**Data for this task**:
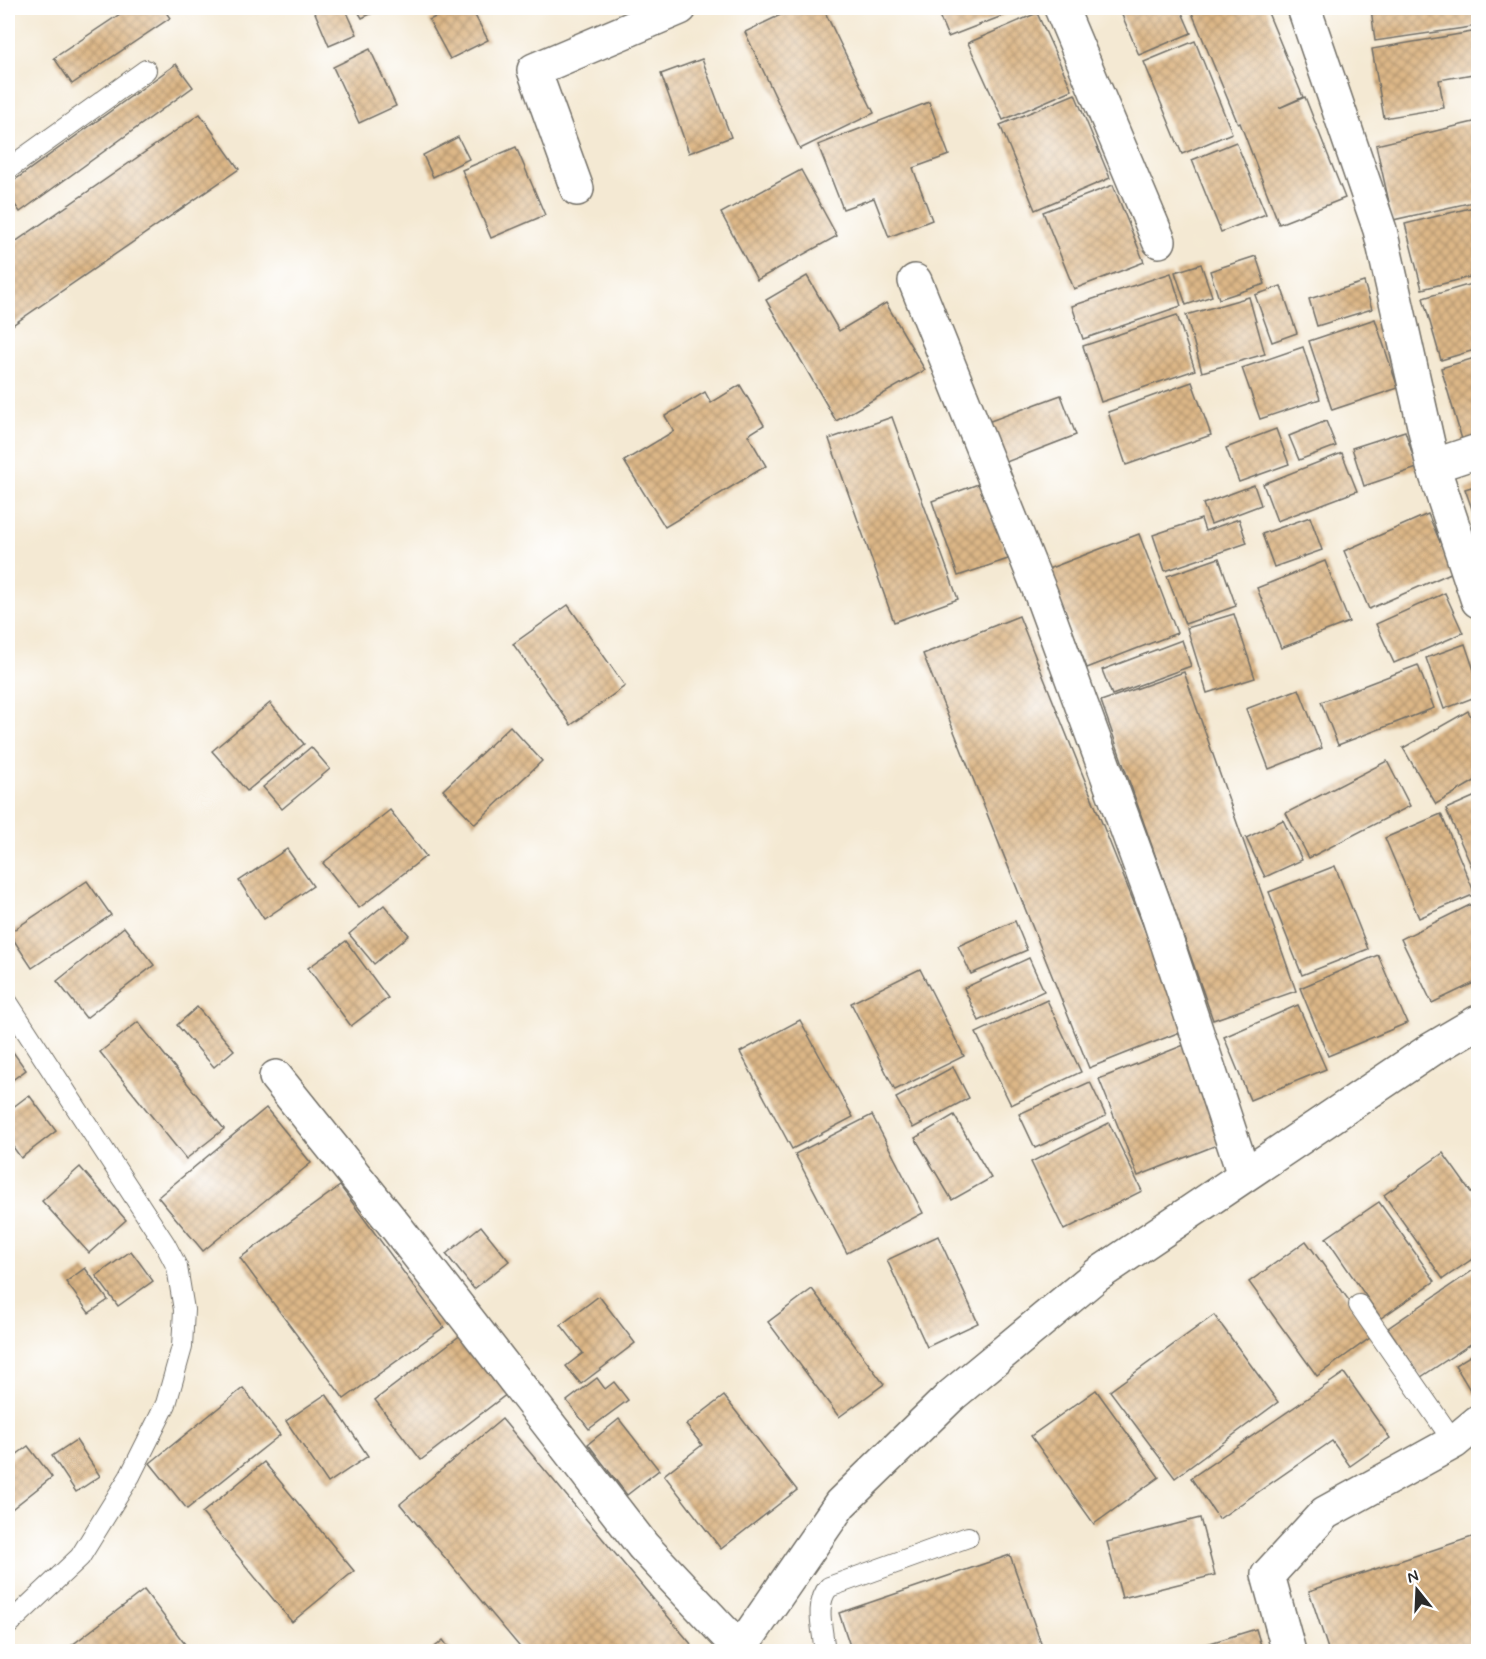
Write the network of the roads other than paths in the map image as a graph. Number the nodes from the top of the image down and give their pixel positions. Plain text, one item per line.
1 (680, 8) edge
2 (1061, 8) edge
3 (1304, 8) edge
4 (146, 70) dead end
5 (8, 169) edge
6 (576, 189) dead end
7 (1159, 242) dead end
8 (915, 281) dead end
9 (1479, 451) edge
10 (1433, 466) junction
11 (1479, 601) edge
12 (8, 1003) edge
13 (1479, 1022) edge
14 (276, 1077) dead end
15 (1244, 1175) junction
16 (1359, 1305) dead end
17 (1466, 1432) edge
18 (968, 1537) dead end
19 (8, 1625) edge
20 (739, 1650) edge
21 (825, 1652) edge
22 (1289, 1652) edge

1 - 6 street
2 - 7 street
3 - 10 street
4 - 5 lane
8 - 15 street
9 - 10 street
10 - 11 street
12 - 19 lane
13 - 15 street
14 - 20 street
15 - 20 street
16 - 17 lane
17 - 22 street
18 - 21 lane

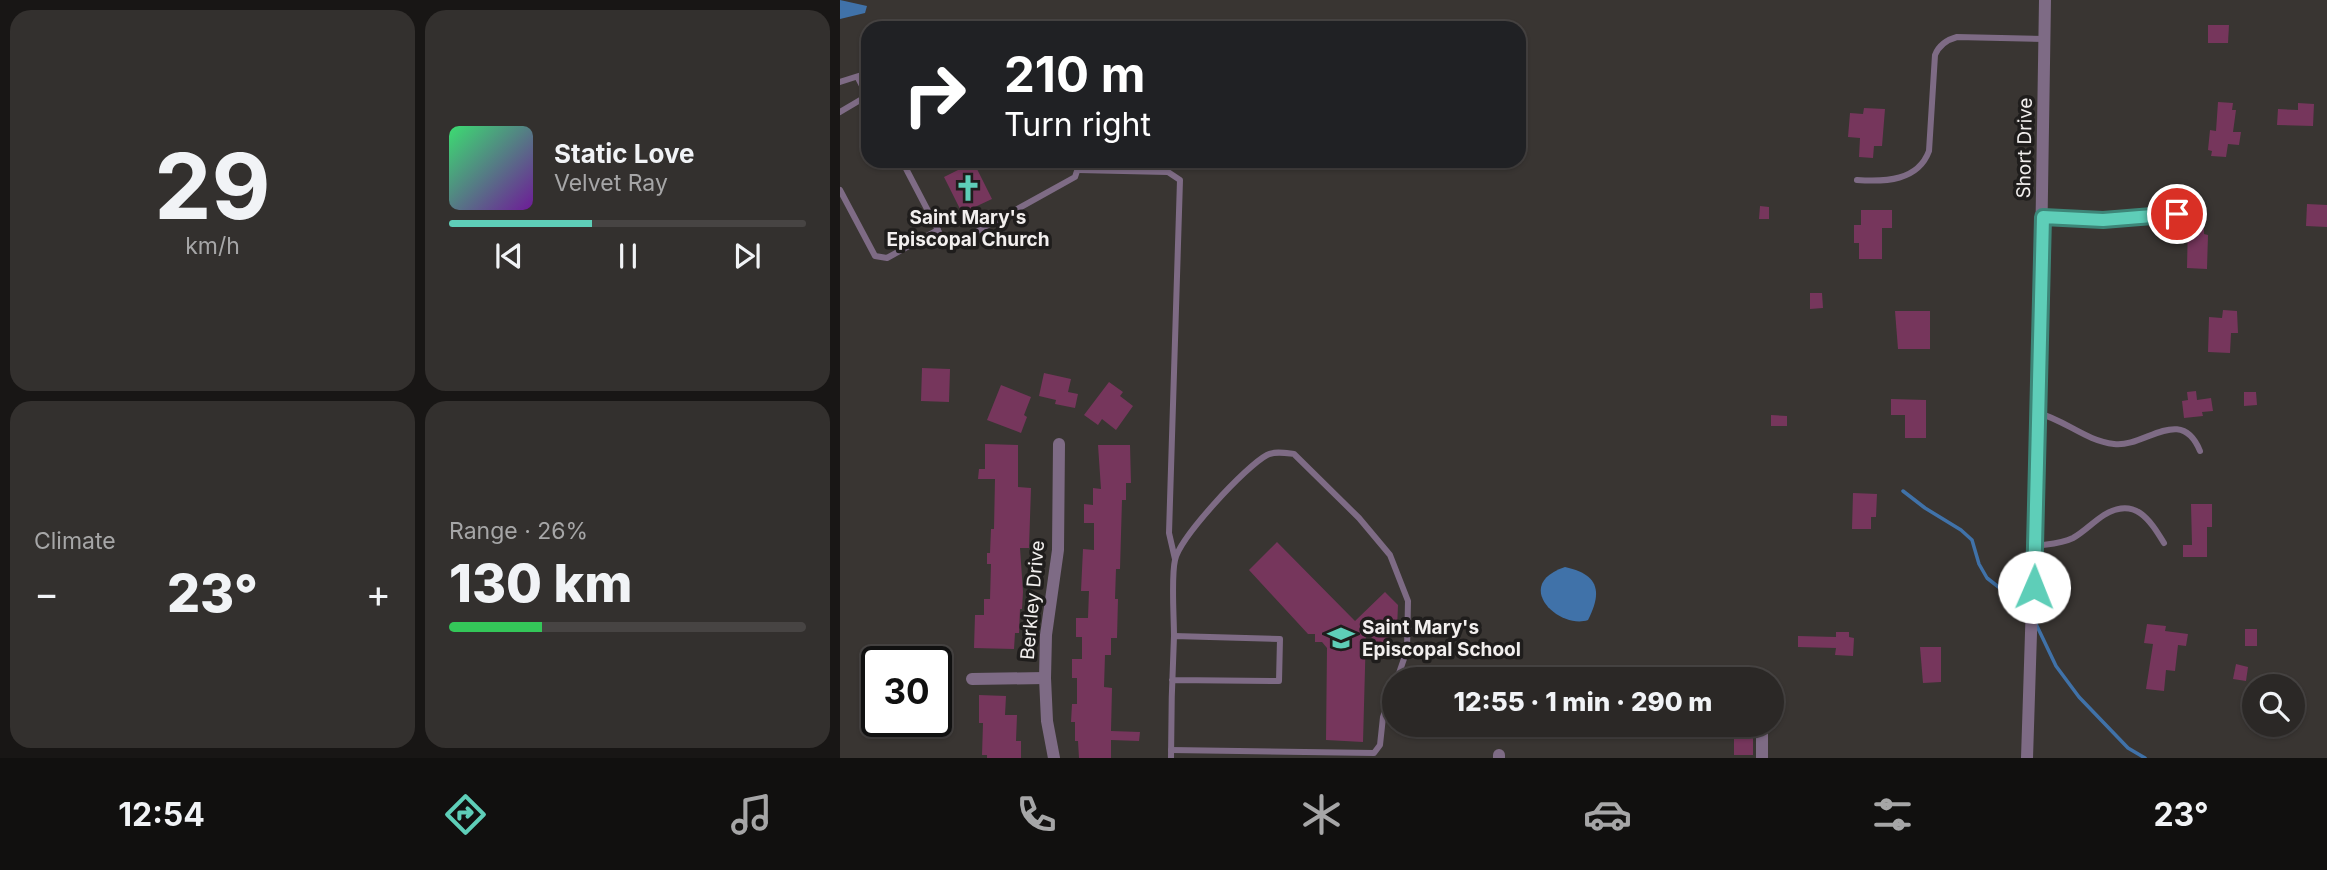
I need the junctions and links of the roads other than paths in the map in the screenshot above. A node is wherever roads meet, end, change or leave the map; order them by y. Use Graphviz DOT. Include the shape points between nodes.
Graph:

**Exercise goal**: Restate the whole listing above exactly, except for its images.

**Answer section**:
Write the network of the roads other than paths in the map image as a graph. Number the nodes from the top of the image down and give their pixel positions. Plain text, one item per line.
1 (680, 8) edge
2 (1061, 8) edge
3 (1304, 8) edge
4 (146, 70) dead end
5 (8, 169) edge
6 (576, 189) dead end
7 (1159, 242) dead end
8 (915, 281) dead end
9 (1479, 451) edge
10 (1433, 466) junction
11 (1479, 601) edge
12 (8, 1003) edge
13 (1479, 1022) edge
14 (276, 1077) dead end
15 (1244, 1175) junction
16 (1359, 1305) dead end
17 (1466, 1432) edge
18 (968, 1537) dead end
19 (8, 1625) edge
20 (739, 1650) edge
21 (825, 1652) edge
22 (1289, 1652) edge

1 - 6 street
2 - 7 street
3 - 10 street
4 - 5 lane
8 - 15 street
9 - 10 street
10 - 11 street
12 - 19 lane
13 - 15 street
14 - 20 street
15 - 20 street
16 - 17 lane
17 - 22 street
18 - 21 lane

I need the junctions and links of the roads other than paths in the map in the screenshot above. A node is wherever roads meet, end, change or leave the map; order them by y. Use Graphviz DOT. Include the shape points between nodes.
Graph:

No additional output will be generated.